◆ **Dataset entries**
****************************************

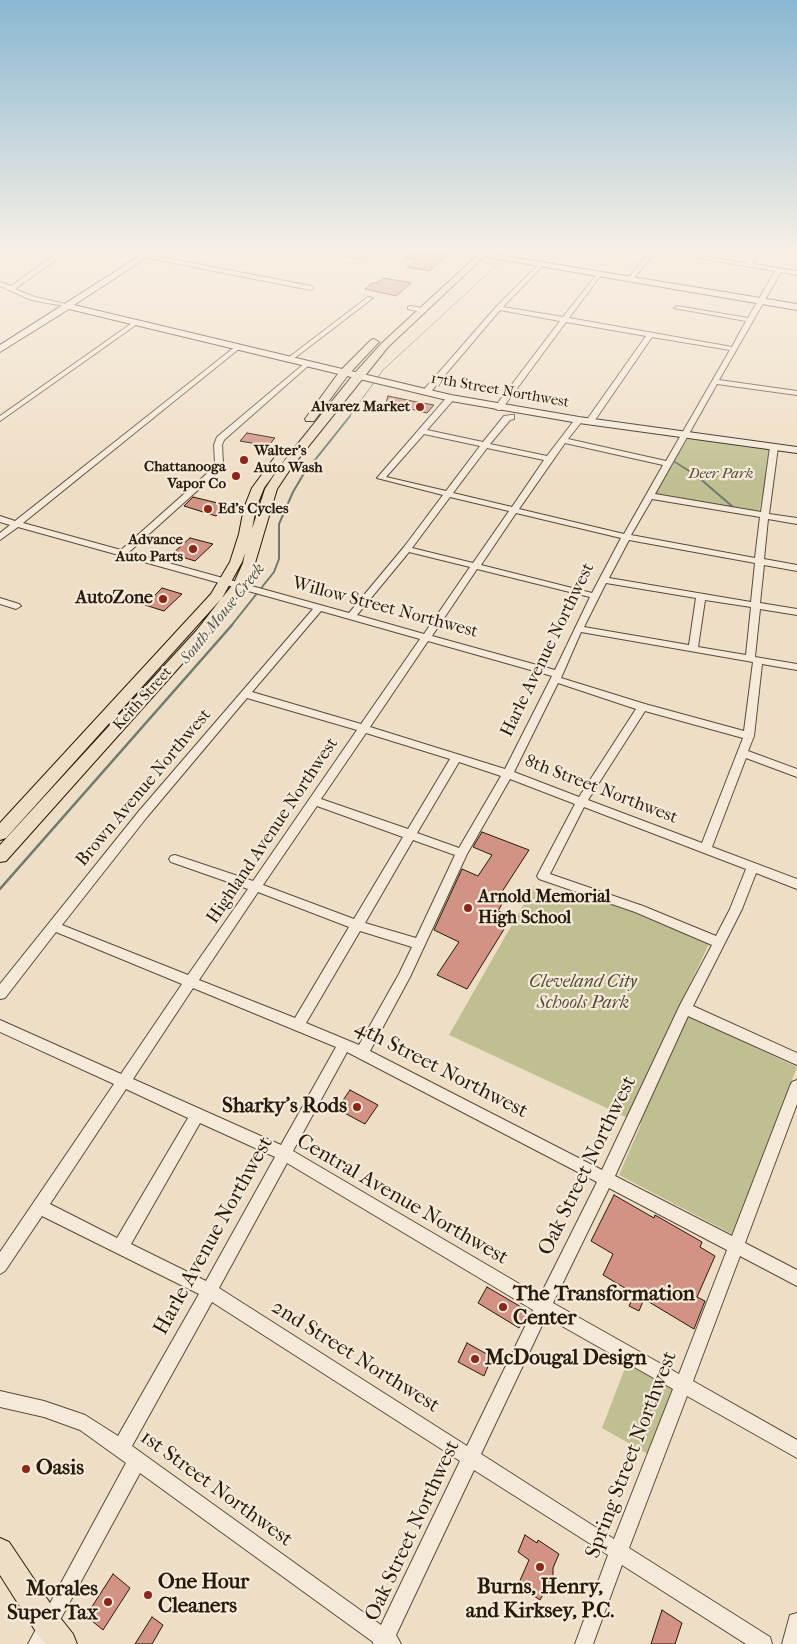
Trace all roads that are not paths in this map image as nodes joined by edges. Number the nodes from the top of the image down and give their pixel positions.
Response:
1 (31, 329) edge
2 (128, 329) edge
3 (164, 329) edge
4 (330, 329) edge
5 (388, 329) edge
6 (403, 329) edge
7 (480, 329) edge
8 (559, 329) edge
9 (618, 329) edge
10 (745, 329) edge
11 (650, 334) junction
12 (386, 344) junction
13 (238, 347) junction
14 (0, 348) edge
15 (367, 349) junction
16 (734, 349) junction
17 (290, 359) junction
18 (307, 364) junction
19 (344, 372) junction
20 (362, 377) junction
21 (715, 382) junction
22 (425, 393) junction
23 (797, 393) edge
24 (451, 398) junction
25 (498, 408) junction
26 (511, 417) dead end
27 (0, 419) edge
28 (584, 421) junction
29 (423, 431) junction
30 (686, 434) junction
31 (563, 440) junction
32 (485, 445) junction
33 (774, 447) junction
34 (797, 450) edge
35 (549, 459) junction
36 (280, 464) junction
37 (668, 464) junction
38 (448, 495) junction
39 (650, 496) junction
40 (514, 510) junction
41 (765, 516) junction
42 (0, 519) edge
43 (797, 521) edge
44 (17, 524) junction
45 (626, 536) junction
46 (0, 537) edge
47 (407, 549) junction
48 (123, 553) junction
49 (760, 561) junction
50 (476, 566) junction
51 (797, 568) edge
52 (226, 580) junction
53 (603, 580) junction
54 (240, 584) junction
55 (595, 596) junction
56 (701, 596) junction
57 (0, 601) edge
58 (16, 606) dead end
59 (755, 606) junction
60 (319, 607) junction
61 (797, 612) edge
62 (352, 616) junction
63 (578, 629) junction
64 (427, 636) junction
65 (693, 649) junction
66 (754, 660) junction
67 (797, 667) edge
68 (557, 676) junction
69 (246, 694) junction
70 (642, 707) junction
71 (364, 729) junction
72 (749, 736) junction
73 (85, 753) junction
74 (742, 754) junction
75 (456, 758) junction
76 (797, 773) edge
77 (508, 774) junction
78 (316, 801) junction
79 (582, 801) junction
80 (0, 834) edge
81 (410, 834) junction
82 (705, 849) junction
83 (462, 853) junction
84 (0, 856) edge
85 (175, 859) dead end
86 (753, 867) junction
87 (797, 884) edge
88 (257, 887) junction
89 (356, 925) junction
90 (53, 926) junction
91 (718, 942) junction
92 (418, 944) junction
93 (191, 981) junction
94 (0, 994) edge
95 (685, 1009) junction
96 (298, 1024) junction
97 (0, 1026) edge
98 (344, 1044) junction
99 (362, 1053) junction
100 (797, 1059) edge
101 (123, 1082) junction
102 (797, 1086) edge
103 (197, 1116) junction
104 (284, 1154) junction
105 (606, 1180) junction
106 (40, 1207) junction
107 (735, 1245) junction
108 (121, 1246) junction
109 (0, 1266) edge
110 (797, 1278) edge
111 (209, 1291) junction
112 (544, 1307) junction
113 (683, 1384) junction
114 (0, 1399) edge
115 (121, 1448) junction
116 (797, 1449) edge
117 (471, 1456) junction
118 (137, 1460) junction
119 (0, 1551) edge
120 (618, 1551) junction
121 (797, 1622) edge
122 (49, 1638) edge
123 (386, 1642) edge
124 (584, 1644) edge
125 (763, 1644) edge
126 (791, 1644) edge

1 - 14 street
2 - 27 street
3 - 13 street, 17th Street Northwest
4 - 17 street
5 - 15 main road, Keith Street
6 - 12 main road, Keith Street
7 - 22 street
8 - 25 street
9 - 11 street
10 - 16 street, Harle Avenue Northwest
11 - 16 street
11 - 28 street, Highland Avenue Northwest
12 - 15 main road
12 - 20 main road, Keith Street
13 - 17 street, 17th Street Northwest
13 - 44 street
15 - 19 main road, Keith Street
16 - 21 street, Harle Avenue Northwest
17 - 18 street, 17th Street Northwest
18 - 19 street, 17th Street Northwest
18 - 48 street
19 - 20 street, 17th Street Northwest
19 - 36 main road, Keith Street
20 - 22 street, 17th Street Northwest
20 - 36 main road, Keith Street
21 - 23 street
21 - 30 street, Harle Avenue Northwest
22 - 24 street, 17th Street Northwest
24 - 25 street, 17th Street Northwest
24 - 29 street
25 - 28 street, 17th Street Northwest
26 - 32 street
28 - 30 street, 17th Street Northwest
28 - 31 street, Highland Avenue Northwest
29 - 32 street
29 - 38 street
30 - 33 street, 17th Street Northwest
30 - 37 street, Harle Avenue Northwest
31 - 35 street, Highland Avenue Northwest
31 - 37 street
32 - 35 street
32 - 38 street
33 - 34 street, 17th Street Northwest
33 - 41 street
35 - 40 street, Highland Avenue Northwest
36 - 52 main road, Keith Street
36 - 54 main road, Keith Street
37 - 39 street, Harle Avenue Northwest
38 - 40 street
38 - 47 street
39 - 41 street
39 - 45 street, Harle Avenue Northwest
40 - 45 street
40 - 50 street, Highland Avenue Northwest
41 - 43 street
41 - 49 street
42 - 44 street, Willow Street Northwest
44 - 46 street
44 - 48 street, Willow Street Northwest
45 - 49 street
45 - 53 street, Harle Avenue Northwest
47 - 50 street
47 - 62 street
48 - 52 street, Willow Street Northwest
49 - 51 street
49 - 59 street
50 - 55 street
50 - 64 street, Highland Avenue Northwest
52 - 54 street, Willow Street Northwest
52 - 73 main road, Keith Street
53 - 55 street, Harle Avenue Northwest
53 - 56 street
54 - 60 street, Willow Street Northwest
54 - 73 main road, Keith Street
55 - 63 street, Harle Avenue Northwest
56 - 59 street
56 - 65 street
57 - 58 street
59 - 61 street
59 - 66 street
60 - 62 street, Willow Street Northwest
60 - 69 street, Brown Avenue Northwest
62 - 64 street, Willow Street Northwest
63 - 65 street
63 - 68 street, Harle Avenue Northwest
64 - 68 street, Willow Street Northwest
64 - 71 street, Highland Avenue Northwest
65 - 66 street
66 - 67 street
66 - 72 street
68 - 70 street, Willow Street Northwest
68 - 77 street, Harle Avenue Northwest
69 - 71 street, 8th Street Northwest
69 - 90 street, Brown Avenue Northwest
70 - 72 street, Willow Street Northwest
70 - 79 street
71 - 75 street, 8th Street Northwest
71 - 78 street, Highland Avenue Northwest
72 - 74 street
73 - 80 main road, Keith Street
73 - 84 main road, Keith Street
74 - 76 street
74 - 82 street
75 - 77 street, 8th Street Northwest
75 - 81 street
77 - 79 street, 8th Street Northwest
77 - 83 street, Harle Avenue Northwest
78 - 81 street
78 - 88 street, Highland Avenue Northwest
79 - 82 street, 8th Street Northwest
79 - 91 street
81 - 83 street
81 - 89 street
82 - 86 street, 8th Street Northwest
83 - 92 street, Harle Avenue Northwest
85 - 88 street
86 - 87 street, 8th Street Northwest
86 - 91 street, Oak Street Northwest
88 - 89 street
88 - 93 street, Highland Avenue Northwest
89 - 92 street
89 - 96 street
90 - 93 street, 4th Street Northwest
90 - 94 street, Brown Avenue Northwest
91 - 95 street, Oak Street Northwest
92 - 99 street, Harle Avenue Northwest
93 - 96 street, 4th Street Northwest
93 - 101 street, Highland Avenue Northwest
95 - 100 street
95 - 105 street, Oak Street Northwest
96 - 98 street, 4th Street Northwest
97 - 101 street, Central Avenue Northwest
98 - 99 street, 4th Street Northwest
98 - 104 street, Harle Avenue Northwest
99 - 105 street, 4th Street Northwest
101 - 103 street, Central Avenue Northwest
101 - 106 street, Highland Avenue Northwest
102 - 107 street, Spring Street Northwest
103 - 104 street, Central Avenue Northwest
103 - 108 street
104 - 111 street, Harle Avenue Northwest
104 - 112 street, Central Avenue Northwest
105 - 107 street, 4th Street Northwest
105 - 112 street, Oak Street Northwest
106 - 108 street, 2nd Street Northwest
106 - 109 street, Highland Avenue Northwest
107 - 110 street, 4th Street Northwest
107 - 113 street, Spring Street Northwest
108 - 111 street, 2nd Street Northwest
111 - 115 street, Harle Avenue Northwest
111 - 117 street, 2nd Street Northwest
112 - 113 street, Central Avenue Northwest
112 - 117 street, Oak Street Northwest
113 - 116 street, Central Avenue Northwest
113 - 120 street, Spring Street Northwest
114 - 115 street, 1st Street Northwest
115 - 118 street, 1st Street Northwest
117 - 120 street, 2nd Street Northwest
117 - 123 street, Oak Street Northwest
118 - 122 street
118 - 123 street, 1st Street Northwest
119 - 122 main road
120 - 124 street, Spring Street Northwest
120 - 125 street, 2nd Street Northwest
121 - 126 street

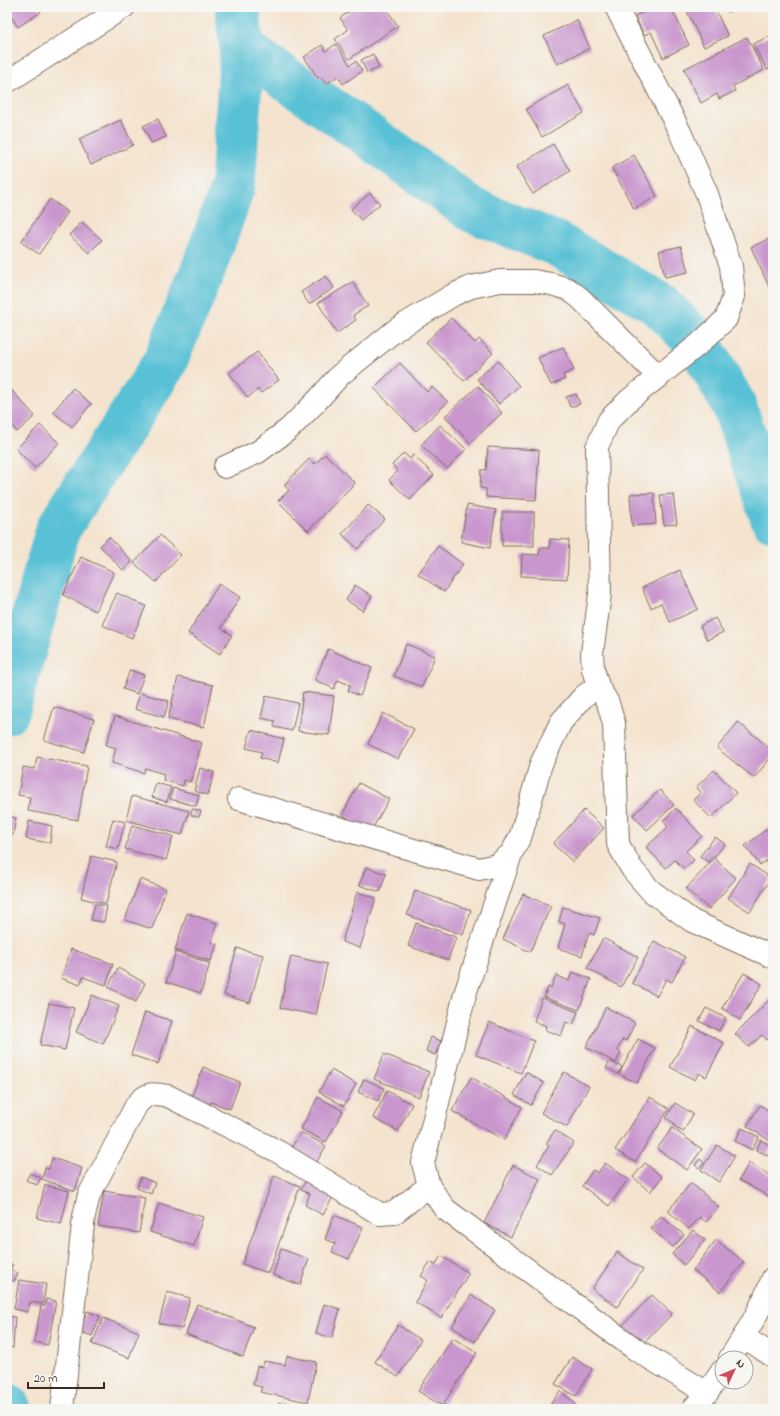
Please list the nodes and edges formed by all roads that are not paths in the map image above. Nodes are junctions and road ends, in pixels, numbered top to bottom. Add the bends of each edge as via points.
1 (124, 7) edge
2 (616, 7) edge
3 (7, 82) edge
4 (659, 377) junction
5 (225, 467) dead end
6 (598, 686) junction
7 (239, 799) dead end
8 (510, 854) junction
9 (773, 957) edge
10 (429, 1186) junction
11 (773, 1278) edge
12 (744, 1337) junction
13 (735, 1350) edge
14 (773, 1356) edge
15 (714, 1384) edge
16 (708, 1393) junction
17 (62, 1409) edge
18 (693, 1409) edge

1 - 3 street
2 - 4 street via 680,132 707,194 731,266 734,296 726,319
4 - 5 street via 568,289 534,281 500,281 471,286 397,329 340,375 290,429 258,452
4 - 6 street via 629,400 609,420 597,447 600,594 592,653
6 - 8 street via 584,696 561,722 541,764 521,835
6 - 9 street via 608,703 614,724 618,844 632,869 651,891 692,921
7 - 8 street via 479,870 497,866
8 - 10 street via 465,994 423,1163
10 - 16 street via 445,1209 635,1349
10 - 17 street via 394,1213 380,1214 277,1151 168,1096 144,1096 137,1104 89,1195 84,1216
11 - 12 street via 765,1299
12 - 13 street
12 - 14 street
15 - 16 street
16 - 18 street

****************************************

◆ **What the exercise asks**
The lines that mention the word "Spring" should be pulled from the records above.

◆ **Written answer**
102 - 107 street, Spring Street Northwest
107 - 113 street, Spring Street Northwest
113 - 120 street, Spring Street Northwest
120 - 124 street, Spring Street Northwest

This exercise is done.